• _What you should do_
Pull every line that includes the word "down" out of the data below and copy it.

• _Dataset entries_
◇ ◇ ◇ ◇

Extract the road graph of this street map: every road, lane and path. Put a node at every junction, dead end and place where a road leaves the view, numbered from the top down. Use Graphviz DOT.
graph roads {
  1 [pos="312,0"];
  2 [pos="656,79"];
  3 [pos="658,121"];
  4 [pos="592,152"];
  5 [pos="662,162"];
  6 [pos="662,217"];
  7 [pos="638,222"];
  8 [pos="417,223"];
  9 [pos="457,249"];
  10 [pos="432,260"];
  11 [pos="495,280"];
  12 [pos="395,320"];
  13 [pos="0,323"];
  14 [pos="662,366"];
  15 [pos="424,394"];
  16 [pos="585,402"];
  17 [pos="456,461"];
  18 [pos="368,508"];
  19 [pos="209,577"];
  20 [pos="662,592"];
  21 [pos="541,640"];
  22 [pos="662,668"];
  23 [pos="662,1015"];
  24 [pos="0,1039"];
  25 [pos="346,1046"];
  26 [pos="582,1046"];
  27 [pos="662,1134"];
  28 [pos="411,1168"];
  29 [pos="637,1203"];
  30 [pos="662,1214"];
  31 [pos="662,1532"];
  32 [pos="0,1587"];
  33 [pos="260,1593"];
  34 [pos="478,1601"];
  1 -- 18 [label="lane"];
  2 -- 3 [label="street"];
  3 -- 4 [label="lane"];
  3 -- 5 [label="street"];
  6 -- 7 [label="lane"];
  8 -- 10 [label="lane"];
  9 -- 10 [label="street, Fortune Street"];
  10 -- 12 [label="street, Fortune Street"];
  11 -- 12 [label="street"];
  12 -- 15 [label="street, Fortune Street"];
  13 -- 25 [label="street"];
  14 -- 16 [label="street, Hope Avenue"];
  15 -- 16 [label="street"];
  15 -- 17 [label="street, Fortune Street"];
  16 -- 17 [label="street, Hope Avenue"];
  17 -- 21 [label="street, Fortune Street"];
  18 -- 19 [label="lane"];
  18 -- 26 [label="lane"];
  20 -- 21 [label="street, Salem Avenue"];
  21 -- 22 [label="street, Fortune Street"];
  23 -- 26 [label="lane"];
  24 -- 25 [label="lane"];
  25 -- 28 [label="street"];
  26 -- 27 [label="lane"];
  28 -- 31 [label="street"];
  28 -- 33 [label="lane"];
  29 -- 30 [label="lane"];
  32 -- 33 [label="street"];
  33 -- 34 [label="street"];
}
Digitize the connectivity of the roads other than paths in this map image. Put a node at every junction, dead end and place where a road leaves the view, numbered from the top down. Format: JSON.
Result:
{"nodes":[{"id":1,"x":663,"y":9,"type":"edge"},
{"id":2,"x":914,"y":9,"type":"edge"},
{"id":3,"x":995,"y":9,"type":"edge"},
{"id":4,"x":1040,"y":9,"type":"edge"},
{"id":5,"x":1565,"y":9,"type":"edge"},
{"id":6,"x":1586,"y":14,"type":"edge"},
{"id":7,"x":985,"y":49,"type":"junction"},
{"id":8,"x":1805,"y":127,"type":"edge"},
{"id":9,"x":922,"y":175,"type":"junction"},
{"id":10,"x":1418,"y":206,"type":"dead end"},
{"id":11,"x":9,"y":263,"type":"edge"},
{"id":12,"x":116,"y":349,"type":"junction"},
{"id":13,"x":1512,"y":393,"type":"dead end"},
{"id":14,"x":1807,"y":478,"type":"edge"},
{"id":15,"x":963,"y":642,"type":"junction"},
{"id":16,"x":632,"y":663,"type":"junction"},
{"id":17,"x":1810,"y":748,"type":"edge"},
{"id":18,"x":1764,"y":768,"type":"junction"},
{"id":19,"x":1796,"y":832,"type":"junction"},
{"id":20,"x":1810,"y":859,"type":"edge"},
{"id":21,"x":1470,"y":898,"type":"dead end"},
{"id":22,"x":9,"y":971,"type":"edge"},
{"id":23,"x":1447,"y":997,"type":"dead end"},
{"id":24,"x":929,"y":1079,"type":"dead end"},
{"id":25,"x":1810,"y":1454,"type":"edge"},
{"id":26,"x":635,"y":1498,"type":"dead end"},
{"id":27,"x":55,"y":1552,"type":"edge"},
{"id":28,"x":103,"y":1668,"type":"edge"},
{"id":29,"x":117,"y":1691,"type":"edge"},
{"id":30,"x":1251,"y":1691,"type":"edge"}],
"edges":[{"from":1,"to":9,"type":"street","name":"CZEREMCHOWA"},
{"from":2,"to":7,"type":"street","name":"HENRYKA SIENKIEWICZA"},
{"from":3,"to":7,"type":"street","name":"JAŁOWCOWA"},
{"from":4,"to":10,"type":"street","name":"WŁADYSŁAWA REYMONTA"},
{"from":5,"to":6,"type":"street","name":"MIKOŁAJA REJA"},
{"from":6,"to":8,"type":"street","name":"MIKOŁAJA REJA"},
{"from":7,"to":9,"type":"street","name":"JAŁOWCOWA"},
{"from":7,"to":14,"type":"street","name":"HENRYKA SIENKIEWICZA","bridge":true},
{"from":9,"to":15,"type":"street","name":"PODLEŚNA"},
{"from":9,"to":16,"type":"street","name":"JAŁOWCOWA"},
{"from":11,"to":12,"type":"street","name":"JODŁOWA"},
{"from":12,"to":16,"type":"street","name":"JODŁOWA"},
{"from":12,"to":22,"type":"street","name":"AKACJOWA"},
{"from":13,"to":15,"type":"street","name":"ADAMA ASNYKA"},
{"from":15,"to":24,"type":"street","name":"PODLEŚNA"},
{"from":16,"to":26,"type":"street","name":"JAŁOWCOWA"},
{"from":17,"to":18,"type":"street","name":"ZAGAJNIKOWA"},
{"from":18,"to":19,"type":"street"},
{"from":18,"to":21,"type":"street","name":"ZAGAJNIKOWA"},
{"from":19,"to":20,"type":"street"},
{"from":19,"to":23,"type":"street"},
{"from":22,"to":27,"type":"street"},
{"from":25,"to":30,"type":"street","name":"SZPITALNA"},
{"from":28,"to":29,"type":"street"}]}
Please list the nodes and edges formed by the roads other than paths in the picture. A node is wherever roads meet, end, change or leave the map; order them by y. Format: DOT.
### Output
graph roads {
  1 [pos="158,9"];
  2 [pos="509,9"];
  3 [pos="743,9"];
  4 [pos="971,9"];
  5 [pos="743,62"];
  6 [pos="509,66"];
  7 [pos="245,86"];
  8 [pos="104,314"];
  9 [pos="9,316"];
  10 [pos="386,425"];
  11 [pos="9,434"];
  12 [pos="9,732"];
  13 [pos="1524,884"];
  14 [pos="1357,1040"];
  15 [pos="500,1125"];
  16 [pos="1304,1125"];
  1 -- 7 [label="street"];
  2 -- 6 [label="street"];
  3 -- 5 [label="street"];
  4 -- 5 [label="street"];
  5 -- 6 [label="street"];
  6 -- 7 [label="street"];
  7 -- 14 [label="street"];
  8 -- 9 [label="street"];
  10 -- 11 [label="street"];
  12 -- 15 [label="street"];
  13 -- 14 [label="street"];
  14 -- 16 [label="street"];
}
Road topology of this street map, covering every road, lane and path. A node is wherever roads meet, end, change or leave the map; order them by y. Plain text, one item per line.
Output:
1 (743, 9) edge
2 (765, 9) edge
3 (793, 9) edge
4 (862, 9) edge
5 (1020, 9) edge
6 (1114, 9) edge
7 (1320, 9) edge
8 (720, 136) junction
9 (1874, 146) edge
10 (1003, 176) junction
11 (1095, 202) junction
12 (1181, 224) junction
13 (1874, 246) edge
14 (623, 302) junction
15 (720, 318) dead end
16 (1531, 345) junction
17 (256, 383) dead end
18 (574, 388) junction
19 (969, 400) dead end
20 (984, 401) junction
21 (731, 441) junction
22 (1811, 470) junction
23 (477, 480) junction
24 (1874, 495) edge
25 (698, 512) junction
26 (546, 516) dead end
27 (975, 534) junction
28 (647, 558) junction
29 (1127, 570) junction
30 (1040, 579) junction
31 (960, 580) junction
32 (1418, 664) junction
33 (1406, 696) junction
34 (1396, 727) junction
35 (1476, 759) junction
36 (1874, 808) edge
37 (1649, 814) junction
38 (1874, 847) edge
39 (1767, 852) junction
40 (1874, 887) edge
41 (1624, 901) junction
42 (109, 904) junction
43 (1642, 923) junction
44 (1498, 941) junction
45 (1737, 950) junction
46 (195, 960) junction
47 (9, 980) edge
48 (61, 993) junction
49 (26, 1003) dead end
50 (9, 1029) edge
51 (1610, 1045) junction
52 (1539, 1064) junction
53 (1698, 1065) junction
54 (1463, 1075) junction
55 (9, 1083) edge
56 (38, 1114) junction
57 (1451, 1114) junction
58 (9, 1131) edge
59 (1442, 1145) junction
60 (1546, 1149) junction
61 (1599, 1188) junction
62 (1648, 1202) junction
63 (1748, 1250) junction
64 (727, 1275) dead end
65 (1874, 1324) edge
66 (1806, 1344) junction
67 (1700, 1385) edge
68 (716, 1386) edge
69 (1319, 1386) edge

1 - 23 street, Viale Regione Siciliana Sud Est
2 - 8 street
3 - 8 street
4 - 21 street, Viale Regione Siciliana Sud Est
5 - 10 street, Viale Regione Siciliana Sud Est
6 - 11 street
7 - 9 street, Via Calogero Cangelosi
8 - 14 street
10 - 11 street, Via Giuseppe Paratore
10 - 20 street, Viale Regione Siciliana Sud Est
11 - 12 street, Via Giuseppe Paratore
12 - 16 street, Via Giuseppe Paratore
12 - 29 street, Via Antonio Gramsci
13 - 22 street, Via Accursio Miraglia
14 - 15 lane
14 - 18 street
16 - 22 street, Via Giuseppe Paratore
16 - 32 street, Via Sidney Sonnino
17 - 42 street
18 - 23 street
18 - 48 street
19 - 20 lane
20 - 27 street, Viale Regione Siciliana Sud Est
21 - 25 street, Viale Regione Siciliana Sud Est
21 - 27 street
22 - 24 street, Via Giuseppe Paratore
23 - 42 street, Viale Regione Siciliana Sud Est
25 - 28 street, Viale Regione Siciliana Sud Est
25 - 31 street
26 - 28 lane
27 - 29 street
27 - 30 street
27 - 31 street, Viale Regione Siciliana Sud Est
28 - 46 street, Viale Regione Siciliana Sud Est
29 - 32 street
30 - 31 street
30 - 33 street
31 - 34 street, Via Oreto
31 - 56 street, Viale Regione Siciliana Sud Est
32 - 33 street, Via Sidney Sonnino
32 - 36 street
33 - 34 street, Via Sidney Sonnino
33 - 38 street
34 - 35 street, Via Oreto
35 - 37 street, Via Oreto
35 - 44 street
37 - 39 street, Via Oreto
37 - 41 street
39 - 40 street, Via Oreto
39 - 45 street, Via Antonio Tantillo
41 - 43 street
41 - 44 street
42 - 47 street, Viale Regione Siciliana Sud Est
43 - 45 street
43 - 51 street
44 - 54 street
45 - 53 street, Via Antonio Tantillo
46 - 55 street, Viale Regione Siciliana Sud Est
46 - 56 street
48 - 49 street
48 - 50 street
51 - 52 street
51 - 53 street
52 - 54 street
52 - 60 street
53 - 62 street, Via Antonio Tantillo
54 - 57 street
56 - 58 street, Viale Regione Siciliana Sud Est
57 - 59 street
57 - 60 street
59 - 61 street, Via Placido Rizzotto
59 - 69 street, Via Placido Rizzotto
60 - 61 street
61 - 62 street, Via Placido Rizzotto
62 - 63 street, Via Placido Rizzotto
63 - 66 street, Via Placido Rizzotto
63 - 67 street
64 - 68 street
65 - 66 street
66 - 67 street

◇ ◇ ◇ ◇

• _Answer to the problem_
Extract the road graph of this street map: every road, lane and path. Put a node at every junction, dead end and place where a road leaves the view, numbered from the top down. Use Graphviz DOT.
Digitize the connectivity of the roads other than paths in this map image. Put a node at every junction, dead end and place where a road leaves the view, numbered from the top down. Format: JSON.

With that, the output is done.